Instructions to follow: Restate the entries below in full, exactly as they read, but without pictures.

(Supplied records)

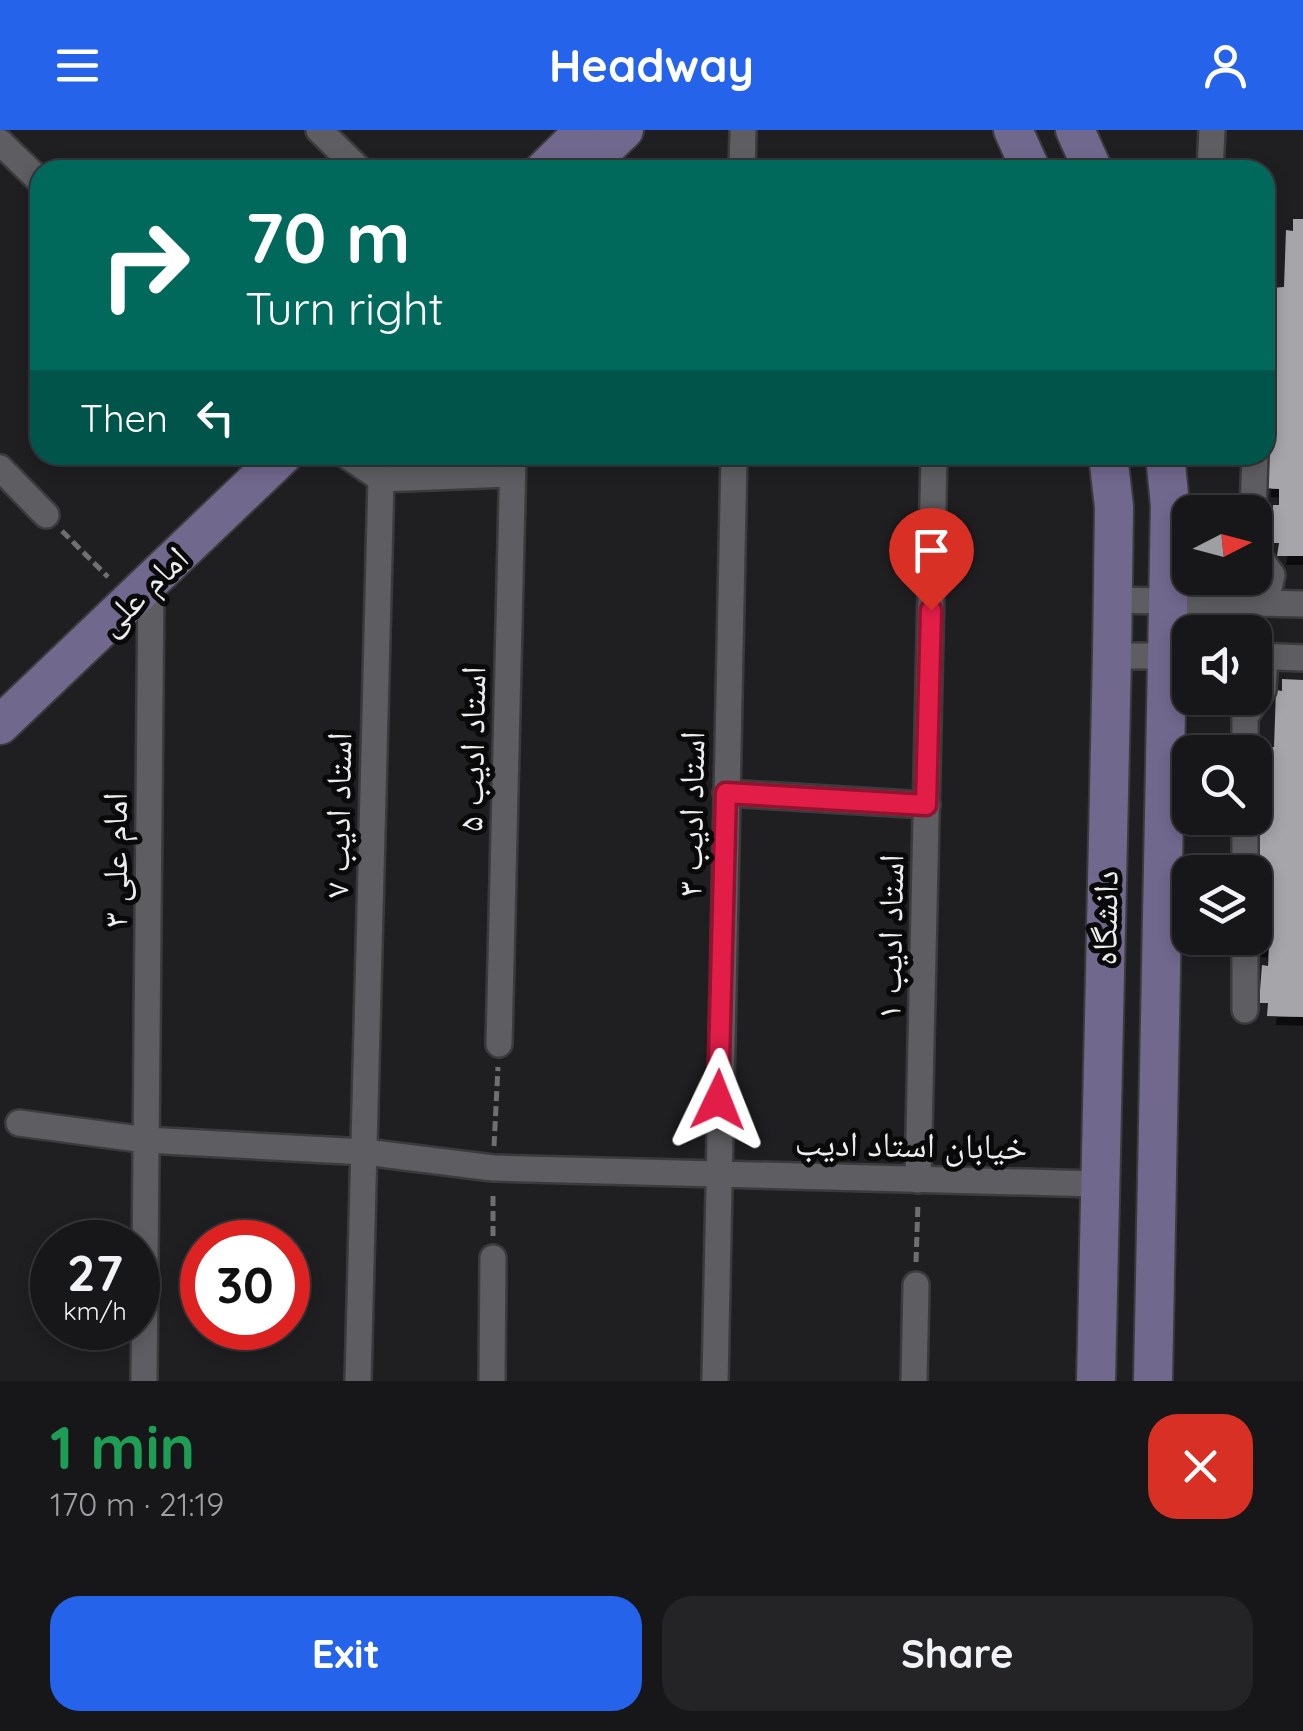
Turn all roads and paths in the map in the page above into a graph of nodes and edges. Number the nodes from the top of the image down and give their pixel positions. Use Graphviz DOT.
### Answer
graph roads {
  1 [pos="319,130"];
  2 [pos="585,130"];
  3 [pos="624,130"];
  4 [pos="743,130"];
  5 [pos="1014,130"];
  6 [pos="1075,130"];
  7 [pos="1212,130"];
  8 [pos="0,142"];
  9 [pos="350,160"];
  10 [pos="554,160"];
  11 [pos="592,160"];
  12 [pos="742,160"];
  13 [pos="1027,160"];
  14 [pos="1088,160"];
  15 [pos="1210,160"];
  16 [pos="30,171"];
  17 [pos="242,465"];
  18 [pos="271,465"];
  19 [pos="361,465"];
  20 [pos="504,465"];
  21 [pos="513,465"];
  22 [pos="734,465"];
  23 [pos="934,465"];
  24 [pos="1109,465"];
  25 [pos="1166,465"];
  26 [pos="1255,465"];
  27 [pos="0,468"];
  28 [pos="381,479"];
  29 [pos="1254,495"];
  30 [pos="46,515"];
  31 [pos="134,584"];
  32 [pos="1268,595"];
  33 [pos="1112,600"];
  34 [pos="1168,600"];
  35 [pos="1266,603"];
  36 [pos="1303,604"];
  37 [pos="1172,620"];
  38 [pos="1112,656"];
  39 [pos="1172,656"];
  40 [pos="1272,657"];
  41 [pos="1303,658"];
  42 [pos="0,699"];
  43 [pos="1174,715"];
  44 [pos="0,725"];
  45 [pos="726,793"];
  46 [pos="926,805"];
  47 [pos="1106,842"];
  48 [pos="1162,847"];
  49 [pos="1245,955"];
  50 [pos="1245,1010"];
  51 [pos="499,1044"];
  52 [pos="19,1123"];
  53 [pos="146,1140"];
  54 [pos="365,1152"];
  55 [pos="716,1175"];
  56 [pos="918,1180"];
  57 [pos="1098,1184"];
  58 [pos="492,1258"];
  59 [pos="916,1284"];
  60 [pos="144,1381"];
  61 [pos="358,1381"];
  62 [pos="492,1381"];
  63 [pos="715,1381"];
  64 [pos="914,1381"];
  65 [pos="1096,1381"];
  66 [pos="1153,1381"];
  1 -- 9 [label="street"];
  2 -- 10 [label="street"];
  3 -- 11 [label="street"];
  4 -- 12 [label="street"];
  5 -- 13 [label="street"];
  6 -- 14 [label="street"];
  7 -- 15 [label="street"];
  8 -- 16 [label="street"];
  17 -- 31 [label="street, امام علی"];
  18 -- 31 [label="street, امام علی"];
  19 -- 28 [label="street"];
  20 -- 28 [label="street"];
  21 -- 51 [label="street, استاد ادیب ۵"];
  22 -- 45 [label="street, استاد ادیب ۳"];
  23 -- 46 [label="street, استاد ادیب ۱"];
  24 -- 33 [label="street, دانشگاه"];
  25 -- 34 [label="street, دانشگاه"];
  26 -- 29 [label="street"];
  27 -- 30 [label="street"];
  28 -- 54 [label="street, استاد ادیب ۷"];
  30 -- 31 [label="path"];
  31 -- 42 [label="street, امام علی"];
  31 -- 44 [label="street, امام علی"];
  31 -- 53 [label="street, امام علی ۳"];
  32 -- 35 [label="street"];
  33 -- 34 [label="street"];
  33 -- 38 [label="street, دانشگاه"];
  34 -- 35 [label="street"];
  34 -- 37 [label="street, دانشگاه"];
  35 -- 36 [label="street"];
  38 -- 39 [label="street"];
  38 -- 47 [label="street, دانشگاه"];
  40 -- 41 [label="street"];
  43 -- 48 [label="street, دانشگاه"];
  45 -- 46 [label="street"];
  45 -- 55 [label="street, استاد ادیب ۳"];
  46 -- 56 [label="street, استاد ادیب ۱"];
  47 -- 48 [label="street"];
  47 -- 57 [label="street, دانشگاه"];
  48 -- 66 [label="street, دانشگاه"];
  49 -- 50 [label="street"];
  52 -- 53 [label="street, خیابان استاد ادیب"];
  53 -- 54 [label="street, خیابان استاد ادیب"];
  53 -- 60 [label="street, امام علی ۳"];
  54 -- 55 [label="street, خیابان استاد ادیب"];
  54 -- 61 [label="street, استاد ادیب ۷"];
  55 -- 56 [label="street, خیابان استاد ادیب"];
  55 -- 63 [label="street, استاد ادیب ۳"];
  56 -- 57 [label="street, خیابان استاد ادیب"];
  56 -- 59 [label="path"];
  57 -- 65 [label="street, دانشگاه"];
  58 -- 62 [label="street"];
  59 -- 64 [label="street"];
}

(End Supplied records)

Task output:
Turn all roads and paths in the map in the page above into a graph of nodes and edges. Number the nodes from the top of the image down and give their pixel positions. Use Graphviz DOT.
### Answer
graph roads {
  1 [pos="319,130"];
  2 [pos="585,130"];
  3 [pos="624,130"];
  4 [pos="743,130"];
  5 [pos="1014,130"];
  6 [pos="1075,130"];
  7 [pos="1212,130"];
  8 [pos="0,142"];
  9 [pos="350,160"];
  10 [pos="554,160"];
  11 [pos="592,160"];
  12 [pos="742,160"];
  13 [pos="1027,160"];
  14 [pos="1088,160"];
  15 [pos="1210,160"];
  16 [pos="30,171"];
  17 [pos="242,465"];
  18 [pos="271,465"];
  19 [pos="361,465"];
  20 [pos="504,465"];
  21 [pos="513,465"];
  22 [pos="734,465"];
  23 [pos="934,465"];
  24 [pos="1109,465"];
  25 [pos="1166,465"];
  26 [pos="1255,465"];
  27 [pos="0,468"];
  28 [pos="381,479"];
  29 [pos="1254,495"];
  30 [pos="46,515"];
  31 [pos="134,584"];
  32 [pos="1268,595"];
  33 [pos="1112,600"];
  34 [pos="1168,600"];
  35 [pos="1266,603"];
  36 [pos="1303,604"];
  37 [pos="1172,620"];
  38 [pos="1112,656"];
  39 [pos="1172,656"];
  40 [pos="1272,657"];
  41 [pos="1303,658"];
  42 [pos="0,699"];
  43 [pos="1174,715"];
  44 [pos="0,725"];
  45 [pos="726,793"];
  46 [pos="926,805"];
  47 [pos="1106,842"];
  48 [pos="1162,847"];
  49 [pos="1245,955"];
  50 [pos="1245,1010"];
  51 [pos="499,1044"];
  52 [pos="19,1123"];
  53 [pos="146,1140"];
  54 [pos="365,1152"];
  55 [pos="716,1175"];
  56 [pos="918,1180"];
  57 [pos="1098,1184"];
  58 [pos="492,1258"];
  59 [pos="916,1284"];
  60 [pos="144,1381"];
  61 [pos="358,1381"];
  62 [pos="492,1381"];
  63 [pos="715,1381"];
  64 [pos="914,1381"];
  65 [pos="1096,1381"];
  66 [pos="1153,1381"];
  1 -- 9 [label="street"];
  2 -- 10 [label="street"];
  3 -- 11 [label="street"];
  4 -- 12 [label="street"];
  5 -- 13 [label="street"];
  6 -- 14 [label="street"];
  7 -- 15 [label="street"];
  8 -- 16 [label="street"];
  17 -- 31 [label="street, امام علی"];
  18 -- 31 [label="street, امام علی"];
  19 -- 28 [label="street"];
  20 -- 28 [label="street"];
  21 -- 51 [label="street, استاد ادیب ۵"];
  22 -- 45 [label="street, استاد ادیب ۳"];
  23 -- 46 [label="street, استاد ادیب ۱"];
  24 -- 33 [label="street, دانشگاه"];
  25 -- 34 [label="street, دانشگاه"];
  26 -- 29 [label="street"];
  27 -- 30 [label="street"];
  28 -- 54 [label="street, استاد ادیب ۷"];
  30 -- 31 [label="path"];
  31 -- 42 [label="street, امام علی"];
  31 -- 44 [label="street, امام علی"];
  31 -- 53 [label="street, امام علی ۳"];
  32 -- 35 [label="street"];
  33 -- 34 [label="street"];
  33 -- 38 [label="street, دانشگاه"];
  34 -- 35 [label="street"];
  34 -- 37 [label="street, دانشگاه"];
  35 -- 36 [label="street"];
  38 -- 39 [label="street"];
  38 -- 47 [label="street, دانشگاه"];
  40 -- 41 [label="street"];
  43 -- 48 [label="street, دانشگاه"];
  45 -- 46 [label="street"];
  45 -- 55 [label="street, استاد ادیب ۳"];
  46 -- 56 [label="street, استاد ادیب ۱"];
  47 -- 48 [label="street"];
  47 -- 57 [label="street, دانشگاه"];
  48 -- 66 [label="street, دانشگاه"];
  49 -- 50 [label="street"];
  52 -- 53 [label="street, خیابان استاد ادیب"];
  53 -- 54 [label="street, خیابان استاد ادیب"];
  53 -- 60 [label="street, امام علی ۳"];
  54 -- 55 [label="street, خیابان استاد ادیب"];
  54 -- 61 [label="street, استاد ادیب ۷"];
  55 -- 56 [label="street, خیابان استاد ادیب"];
  55 -- 63 [label="street, استاد ادیب ۳"];
  56 -- 57 [label="street, خیابان استاد ادیب"];
  56 -- 59 [label="path"];
  57 -- 65 [label="street, دانشگاه"];
  58 -- 62 [label="street"];
  59 -- 64 [label="street"];
}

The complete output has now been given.